------ Supplied records

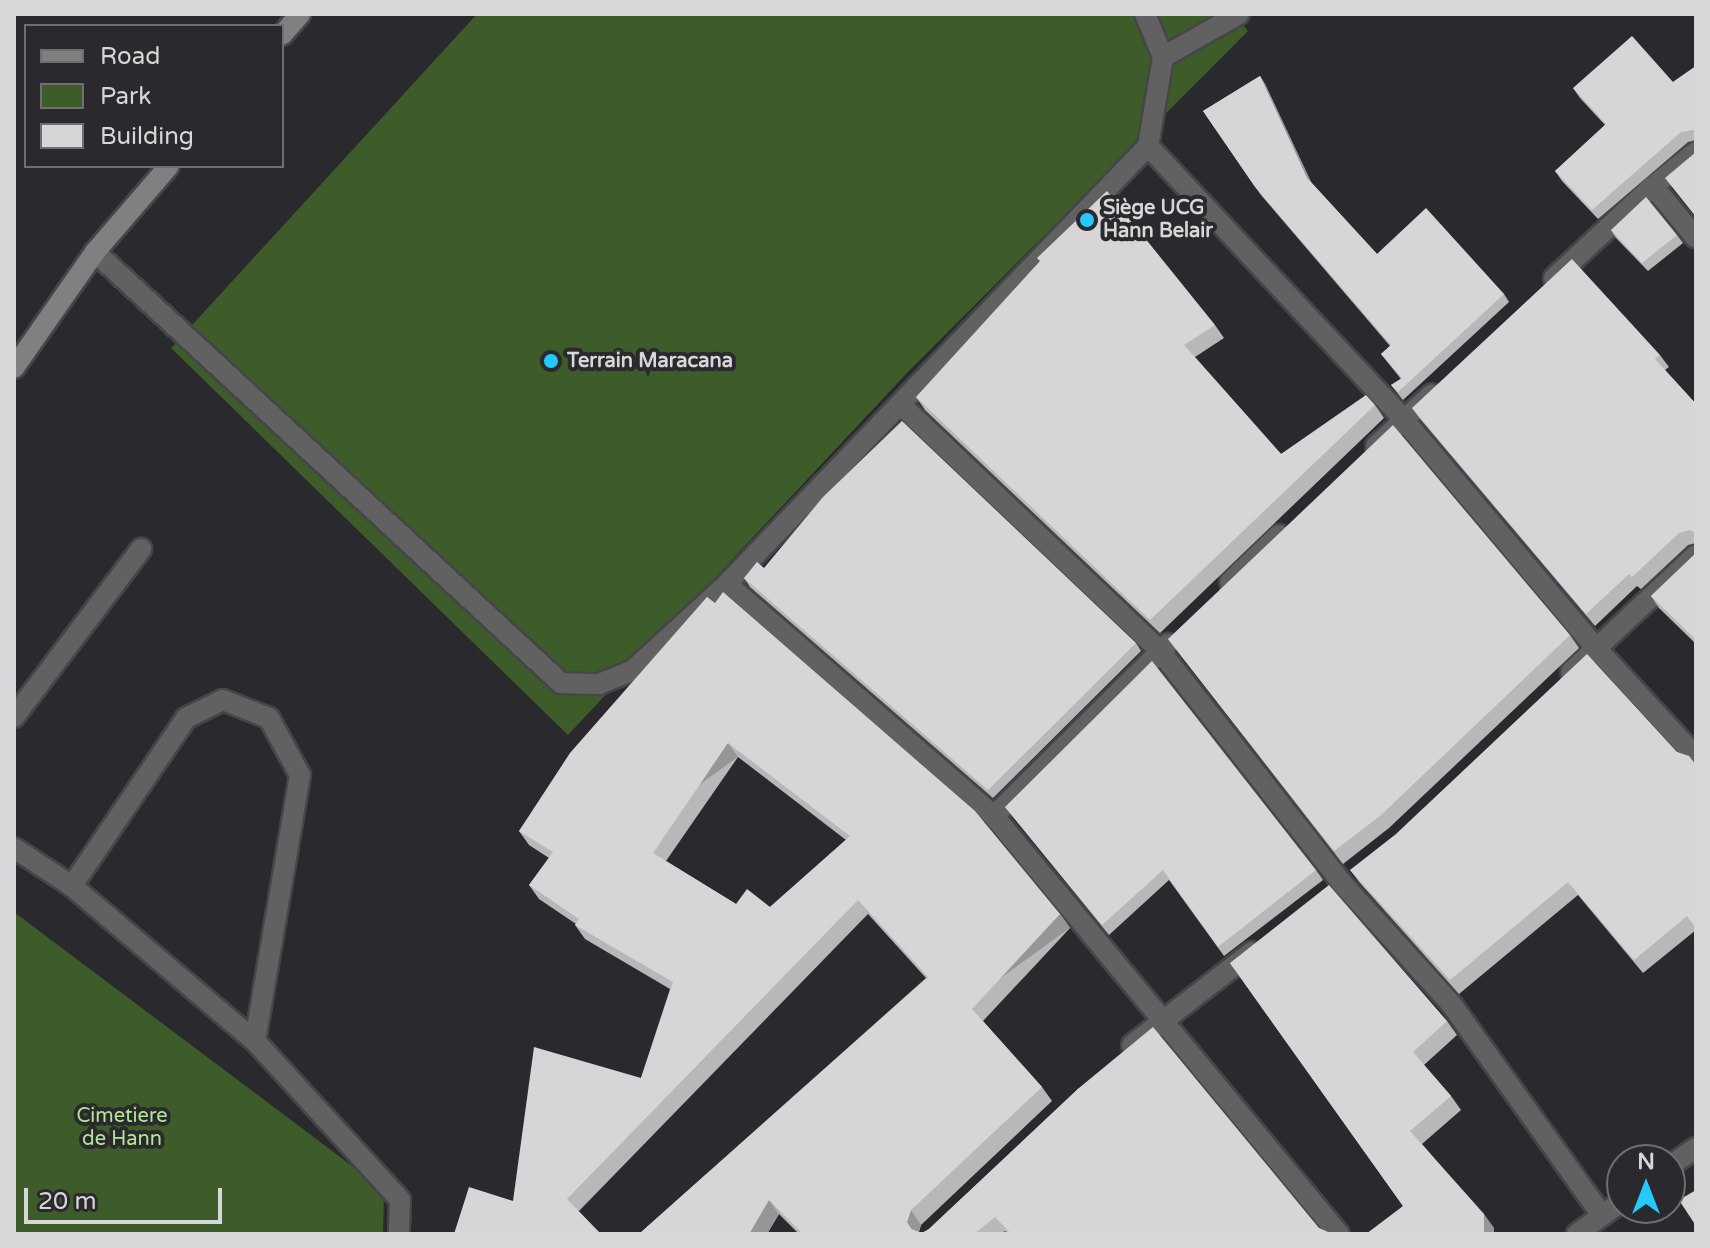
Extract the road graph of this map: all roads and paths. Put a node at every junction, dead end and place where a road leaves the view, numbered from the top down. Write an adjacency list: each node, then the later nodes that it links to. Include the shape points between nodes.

------------
------ Supplied records

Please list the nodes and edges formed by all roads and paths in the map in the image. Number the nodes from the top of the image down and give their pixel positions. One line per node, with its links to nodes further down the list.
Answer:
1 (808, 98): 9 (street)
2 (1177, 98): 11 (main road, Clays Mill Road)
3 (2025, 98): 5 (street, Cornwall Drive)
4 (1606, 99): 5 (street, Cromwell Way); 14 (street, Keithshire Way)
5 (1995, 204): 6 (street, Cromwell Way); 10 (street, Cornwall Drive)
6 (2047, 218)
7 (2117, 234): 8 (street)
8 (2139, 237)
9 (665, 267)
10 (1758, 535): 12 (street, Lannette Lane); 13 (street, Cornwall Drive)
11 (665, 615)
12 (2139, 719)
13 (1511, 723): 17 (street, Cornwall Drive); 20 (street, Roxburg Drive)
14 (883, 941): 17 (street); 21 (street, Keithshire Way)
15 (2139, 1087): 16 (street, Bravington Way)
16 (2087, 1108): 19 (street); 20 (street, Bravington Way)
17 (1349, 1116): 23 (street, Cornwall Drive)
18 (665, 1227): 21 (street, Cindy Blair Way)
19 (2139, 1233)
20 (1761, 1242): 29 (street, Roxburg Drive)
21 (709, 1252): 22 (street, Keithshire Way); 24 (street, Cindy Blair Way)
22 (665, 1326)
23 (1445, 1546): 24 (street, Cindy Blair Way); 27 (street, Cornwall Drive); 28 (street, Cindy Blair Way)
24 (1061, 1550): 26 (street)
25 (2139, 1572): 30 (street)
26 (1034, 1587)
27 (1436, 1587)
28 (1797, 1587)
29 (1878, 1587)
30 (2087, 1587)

------------

Copy each line of the data that contains the word "from", leaving the other lines out.

Extract the road graph of this map: all roads and paths. Put a node at every junction, dead end and place where a road leaves the view, numbered from the top down. Write an adjacency list: each node, then the later nodes that it links to. Include the shape points between nodes.
Please list the nodes and edges formed by all roads and paths in the map in the image. Number the nodes from the top of the image down and give their pixel positions. One line per node, with its links to nodes further down the list.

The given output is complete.